Ce tome constitue un témoignage complet, ne nécessitant pas de connaître l’auteur ou son œuvre pour l’apprécier. Son édition originale date de 2019. Il a été réalisé par Edmond Baudoin pour les observations, le scénario et les dessins. Il comporte quarante-neuf pages de bande dessinée. Il se termine avec six dessins réalisés par des artistes chinois : Yang Liuja, Zhang Yuxi, Cao Yan, Han Xiayue, Ge Yang.
24 mai 2017. Sur un écran devant son siège dans l’avion, un paysage défile. Le désert de Gobi. Dans une demi-heure, il sera à Beijing… Pékin. Il est en Classes affaires. Champagne et la nuit couché, comme dans un lit. En Israël, la mère de Béatrice est morte. Il va rester en Chine jusqu’au 19 juin.

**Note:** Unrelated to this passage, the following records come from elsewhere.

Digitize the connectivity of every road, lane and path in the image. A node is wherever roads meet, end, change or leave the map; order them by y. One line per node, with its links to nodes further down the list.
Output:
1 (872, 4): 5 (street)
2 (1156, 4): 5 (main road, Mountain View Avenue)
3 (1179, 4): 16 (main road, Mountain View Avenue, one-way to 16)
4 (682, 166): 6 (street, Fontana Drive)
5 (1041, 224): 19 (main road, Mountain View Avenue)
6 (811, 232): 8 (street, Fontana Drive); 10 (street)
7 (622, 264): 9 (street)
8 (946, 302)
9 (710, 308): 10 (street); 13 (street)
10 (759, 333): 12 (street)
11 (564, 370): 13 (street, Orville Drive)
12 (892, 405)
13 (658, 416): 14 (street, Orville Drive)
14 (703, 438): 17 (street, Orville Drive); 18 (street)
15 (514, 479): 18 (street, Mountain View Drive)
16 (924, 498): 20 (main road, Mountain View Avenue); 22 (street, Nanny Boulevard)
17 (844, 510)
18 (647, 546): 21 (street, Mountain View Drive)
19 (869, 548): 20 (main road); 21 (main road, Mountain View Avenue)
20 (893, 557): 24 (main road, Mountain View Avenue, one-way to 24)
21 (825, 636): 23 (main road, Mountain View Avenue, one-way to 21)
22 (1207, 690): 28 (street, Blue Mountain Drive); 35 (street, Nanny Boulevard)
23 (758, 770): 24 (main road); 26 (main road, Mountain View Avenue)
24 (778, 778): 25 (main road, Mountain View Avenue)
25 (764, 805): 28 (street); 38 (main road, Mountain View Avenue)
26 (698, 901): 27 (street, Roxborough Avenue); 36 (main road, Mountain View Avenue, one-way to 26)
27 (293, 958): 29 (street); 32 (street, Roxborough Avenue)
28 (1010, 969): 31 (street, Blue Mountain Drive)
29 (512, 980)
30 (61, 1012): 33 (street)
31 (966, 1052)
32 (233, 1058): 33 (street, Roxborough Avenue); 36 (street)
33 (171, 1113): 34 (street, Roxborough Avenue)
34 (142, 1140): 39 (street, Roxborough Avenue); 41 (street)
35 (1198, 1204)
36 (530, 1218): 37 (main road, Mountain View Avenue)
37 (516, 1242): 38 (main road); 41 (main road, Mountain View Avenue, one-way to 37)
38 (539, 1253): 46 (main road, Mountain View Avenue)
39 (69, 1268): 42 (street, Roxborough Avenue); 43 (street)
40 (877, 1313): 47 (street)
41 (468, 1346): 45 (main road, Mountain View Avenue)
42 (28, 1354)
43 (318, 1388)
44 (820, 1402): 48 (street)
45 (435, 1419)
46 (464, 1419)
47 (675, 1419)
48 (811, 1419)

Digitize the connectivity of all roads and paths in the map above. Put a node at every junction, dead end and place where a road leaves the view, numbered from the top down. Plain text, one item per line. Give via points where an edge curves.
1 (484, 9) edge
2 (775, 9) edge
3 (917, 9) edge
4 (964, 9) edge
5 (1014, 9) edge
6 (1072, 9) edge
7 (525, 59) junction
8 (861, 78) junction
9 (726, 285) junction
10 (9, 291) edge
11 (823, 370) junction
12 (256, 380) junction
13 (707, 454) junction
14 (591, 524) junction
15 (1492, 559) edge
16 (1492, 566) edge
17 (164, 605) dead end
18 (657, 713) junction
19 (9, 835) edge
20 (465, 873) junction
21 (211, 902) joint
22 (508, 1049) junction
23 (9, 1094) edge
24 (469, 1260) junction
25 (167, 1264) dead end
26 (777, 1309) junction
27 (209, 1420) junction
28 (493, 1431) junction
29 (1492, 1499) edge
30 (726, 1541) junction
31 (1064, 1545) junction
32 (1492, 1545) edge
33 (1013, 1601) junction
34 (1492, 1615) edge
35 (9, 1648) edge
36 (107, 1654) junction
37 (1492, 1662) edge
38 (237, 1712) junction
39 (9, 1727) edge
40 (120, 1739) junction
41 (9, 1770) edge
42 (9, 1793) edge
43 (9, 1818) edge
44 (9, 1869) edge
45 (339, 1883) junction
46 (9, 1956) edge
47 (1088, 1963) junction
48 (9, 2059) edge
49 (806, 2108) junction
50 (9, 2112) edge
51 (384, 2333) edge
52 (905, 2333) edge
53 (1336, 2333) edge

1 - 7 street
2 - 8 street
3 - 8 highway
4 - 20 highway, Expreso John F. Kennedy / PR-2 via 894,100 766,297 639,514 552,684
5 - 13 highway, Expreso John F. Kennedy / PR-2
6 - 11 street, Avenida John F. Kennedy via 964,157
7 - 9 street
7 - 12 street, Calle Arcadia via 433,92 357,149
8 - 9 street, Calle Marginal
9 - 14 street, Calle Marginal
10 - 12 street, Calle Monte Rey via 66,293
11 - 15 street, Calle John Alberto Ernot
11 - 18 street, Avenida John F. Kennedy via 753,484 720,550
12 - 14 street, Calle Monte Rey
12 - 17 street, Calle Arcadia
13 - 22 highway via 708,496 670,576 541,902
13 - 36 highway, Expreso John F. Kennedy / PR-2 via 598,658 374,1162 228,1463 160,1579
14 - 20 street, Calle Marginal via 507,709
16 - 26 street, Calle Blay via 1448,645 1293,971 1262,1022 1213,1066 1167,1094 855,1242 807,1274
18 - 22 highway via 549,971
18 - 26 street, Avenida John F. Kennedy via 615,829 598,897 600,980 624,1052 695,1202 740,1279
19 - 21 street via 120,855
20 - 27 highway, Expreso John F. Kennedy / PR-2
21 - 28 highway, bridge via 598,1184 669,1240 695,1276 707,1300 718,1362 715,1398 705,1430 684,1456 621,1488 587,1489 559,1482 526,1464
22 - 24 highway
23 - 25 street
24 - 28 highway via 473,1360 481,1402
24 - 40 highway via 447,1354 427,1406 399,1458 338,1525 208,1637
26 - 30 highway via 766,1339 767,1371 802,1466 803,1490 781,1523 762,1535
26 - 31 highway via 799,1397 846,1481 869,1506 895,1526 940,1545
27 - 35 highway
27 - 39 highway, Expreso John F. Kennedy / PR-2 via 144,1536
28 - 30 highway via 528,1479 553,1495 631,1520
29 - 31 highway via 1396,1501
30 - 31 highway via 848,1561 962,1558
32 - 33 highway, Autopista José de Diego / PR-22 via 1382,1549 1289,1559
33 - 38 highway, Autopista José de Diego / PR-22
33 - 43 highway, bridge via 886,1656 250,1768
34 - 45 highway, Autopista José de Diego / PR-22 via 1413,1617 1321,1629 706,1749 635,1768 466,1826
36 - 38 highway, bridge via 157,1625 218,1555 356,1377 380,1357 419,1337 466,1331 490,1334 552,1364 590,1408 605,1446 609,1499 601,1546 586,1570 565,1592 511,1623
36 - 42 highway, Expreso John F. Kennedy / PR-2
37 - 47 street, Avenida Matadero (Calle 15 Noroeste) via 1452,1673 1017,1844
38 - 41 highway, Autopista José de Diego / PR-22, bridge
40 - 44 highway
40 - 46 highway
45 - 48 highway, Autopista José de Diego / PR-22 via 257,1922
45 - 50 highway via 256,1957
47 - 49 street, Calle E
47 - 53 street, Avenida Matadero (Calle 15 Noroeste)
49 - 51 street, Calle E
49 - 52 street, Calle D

Béatrice, un grand amour, la maman de Anne leur fille. Dimanche dernier, il était à Faus-la-Montagne. C’était pour un anniversaire, celui de Laetitia. Ses dix ans. Il y a dix ans qu’un test lui a dit qu’elle n’avait pas le gène de sa mère. Un gène qui a pour nom Hutington. C’était une belle fête. Un grand bal. Faux-la-Montagne, un village de la Creuse, si loin de la Chine. Il s’endort. Edmond Baudoin aimerait que ses amours, ses enfants vivent ce qu’il vit. Comment le leur donner ? Il y a deux jours, un homme à Manchester s’est fait exploser au milieu d’enfants venus écouter une chanteuse dans une salle de spectacle. Comment faire avec les juxtapositions de la vie ? L’avion est arrivé, Edmond est dans un bel hôtel, dans un quartier populaire. Il faut qu’il dessine, qu’il écrive encore et encore, tant qu’il peut, avant que tout s’arrête pour lui.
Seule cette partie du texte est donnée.